In short, the differences between plants grown in the RhizoTubes to those grown in the pots were quite limited, but a couple of adjustments need to be made to ensure a like-for-like comparison in future experiments.

  1. The grapevine cuttings were able to develop in the RhizoTubes with comparable biomass ratios between the RhizoTube grown plantlets and those grown in pots.
  2. Pea root nodulation didn’t occur in either pots or the RhizoTubes when high levels of nitrogen were supplied and there was no difference in dry matter and root matter between the two containers. There was a difference in root length between the two containers, with the main roots from plants grown in the RhizoTube being 47% longer  and the number and length of first order roots emanating from the main root started decreasing further down the main root compared to that of the plants grown in pots.

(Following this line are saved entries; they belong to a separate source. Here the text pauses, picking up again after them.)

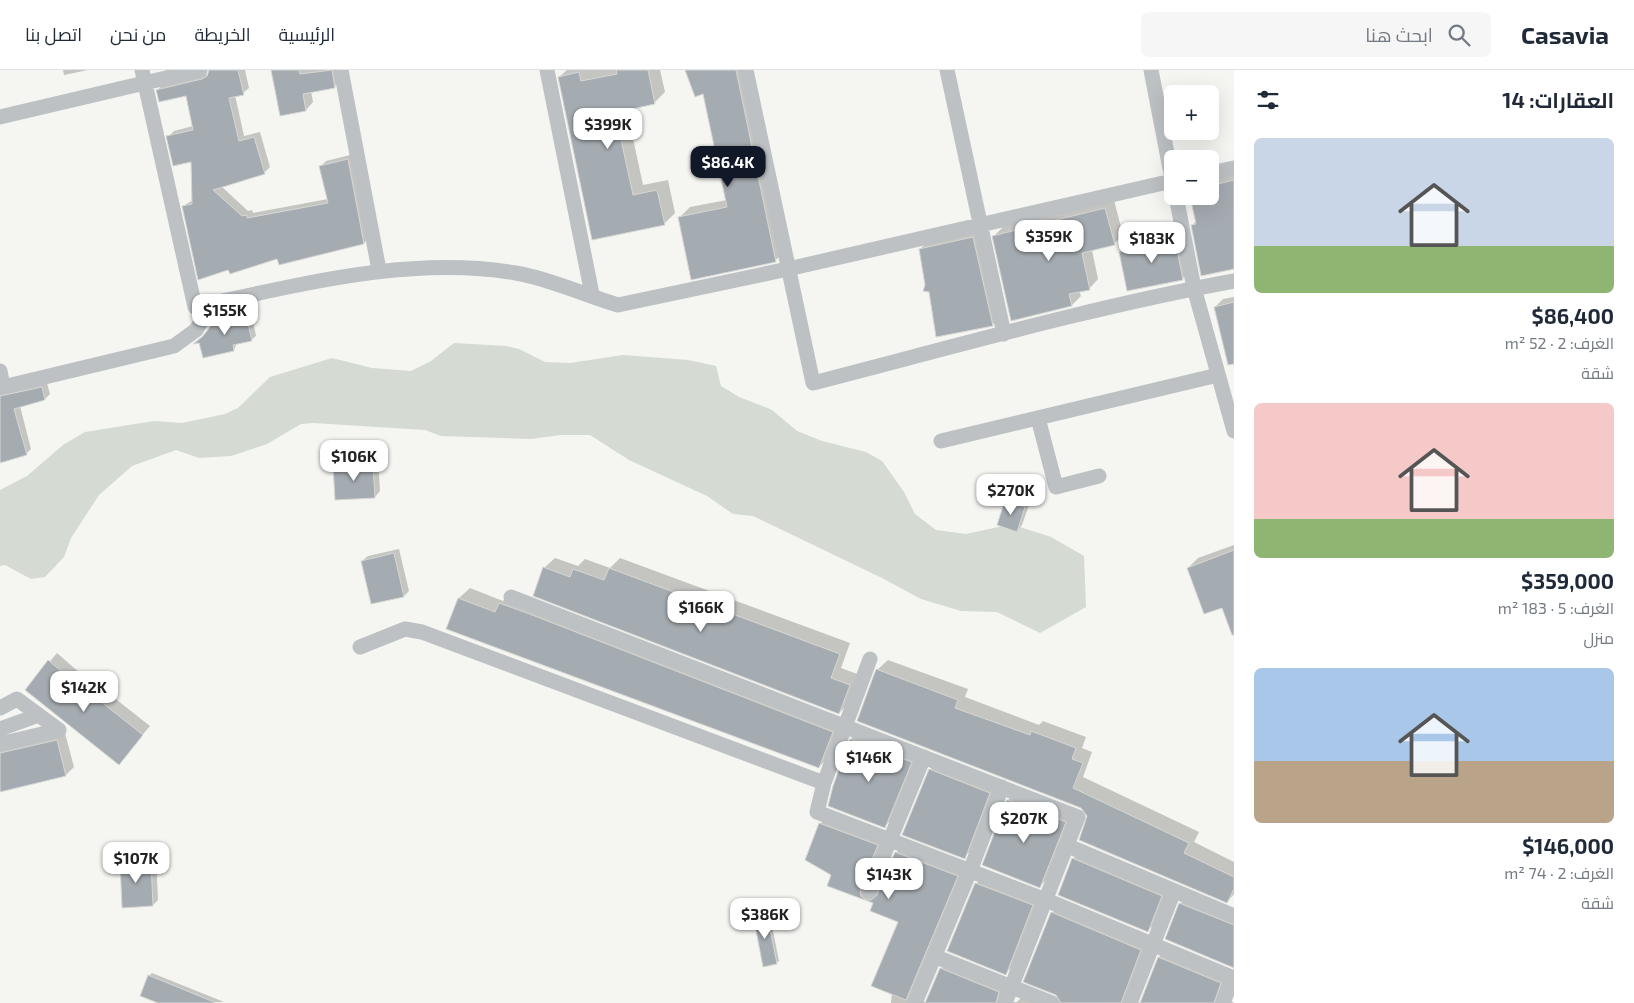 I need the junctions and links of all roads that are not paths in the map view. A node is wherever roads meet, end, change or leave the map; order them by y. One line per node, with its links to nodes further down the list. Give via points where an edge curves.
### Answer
1 (200, 70): 7 (street)
2 (341, 70): 16 (street)
3 (547, 70): 19 (street)
4 (746, 70): 15 (street)
5 (947, 70): 14 (street)
6 (1151, 70): 9 (street)
7 (144, 76): 8 (street); 20 (street, via 195,308)
8 (0, 117)
9 (1166, 150)
10 (1234, 168): 11 (street)
11 (1219, 171)
12 (1164, 182): 14 (street)
13 (1178, 205): 18 (street)
14 (981, 226): 15 (street); 21 (street)
15 (788, 269): 19 (street, via 618,304); 21 (street, via 813,383)
16 (379, 270): 19 (street, via 458,268 518,273); 20 (street)
17 (1234, 281): 18 (street)
18 (1194, 288): 21 (street); 23 (street)
19 (592, 294)
20 (212, 304): 22 (street, via 196,330 174,346 3,387)
21 (1004, 334)
22 (0, 371)
23 (1218, 375): 24 (street); 25 (street)
24 (1038, 418): 26 (street); 27 (street, via 1056,487)
25 (1234, 431)
26 (941, 441)
27 (1099, 476)
28 (511, 597): 33 (street)
29 (360, 647): 37 (street, via 405,629 422,632)
30 (870, 659): 33 (street)
31 (0, 708): 32 (street, via 17,699)
32 (39, 715): 34 (street); 35 (street, via 59,730)
33 (845, 726): 36 (street); 37 (street)
34 (0, 729)
35 (0, 744)
36 (924, 757): 38 (street); 39 (street)
37 (824, 783): 39 (street, via 817,812)
38 (1002, 787): 40 (street, via 1078,817); 41 (street)
39 (889, 840): 41 (street); 42 (street)
40 (1068, 846): 43 (street); 44 (street)
41 (970, 871): 44 (street); 47 (street)
42 (869, 890)
43 (1174, 891): 45 (street); 46 (street)
44 (1046, 900): 46 (street); 49 (street)
45 (1234, 916)
46 (1155, 945): 48 (street); 53 (street)
47 (934, 956): 49 (street); 50 (street)
48 (1234, 978): 54 (street)
49 (1011, 986): 51 (street); 52 (street)
50 (915, 1003)
51 (1005, 1003)
52 (1052, 1003)
53 (1130, 1003)
54 (1223, 1003)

The second order root characteristics were comparable between the two containers.
  3. Adjusting nitrogen levels led to the nodulation of pea roots on both the main root and the lateral roots in both containers with Kayanne plants nodulating about 6cm higher in the RhizoTubes compared to the pots.
  4. Both the Brassica and Vuplia species tested developed a mess of thin, entangled roots which stopped the researchers from manually performing the root system architecture measurements. But it didn’t stop the RhizoCab taking some detailed pictures of the root structure. Although there were expected differences between the responses to nitrogen between the two plants, there was no significant difference between the growth of either plant in the differing containers.
  5. Performing a water stress experiment required a bit of fine tuning in the RhizoTube. Peas grown in RhizoTubes had lower (although only slightly lower) shoot and root growth although the same issue wasn’t found for Medicago. The authors hypothesise that although the RhizoTubes are suited to water stress testing of plants, fine tuning may be needed in how much and when water is provided in the tubes compared to the pots to ensure that a similar water level is attained. The same can also be said of nutrient provision in the tubes.
  6. The P. fluorescens was able to stably remain in the root system in the RhizoTubes and were the tubes were able to be disinfected of the bacteria at the end of the experiment.

The future

The RhizoTubesin combination with the RhizoCab imaging system appear to provide researchers the ability to monitor root differences between test subjects. As agricultural innovation continues to look for new ways to assist nutrient acquisition efficiency and adaptability to harsher growing environments, the ability to identify the phenotypic variation between genetically differing crops, and doing so with higher throughput than what exists at present, will certainly increase the rate of our knowledge gathering and application.

The main inhibitory issue remains the ability to phenotype roots of field plants, as opposed to pot plants. Perhaps the next iteration of this technology will be the capturing of 3D images in a similar device to that developed here.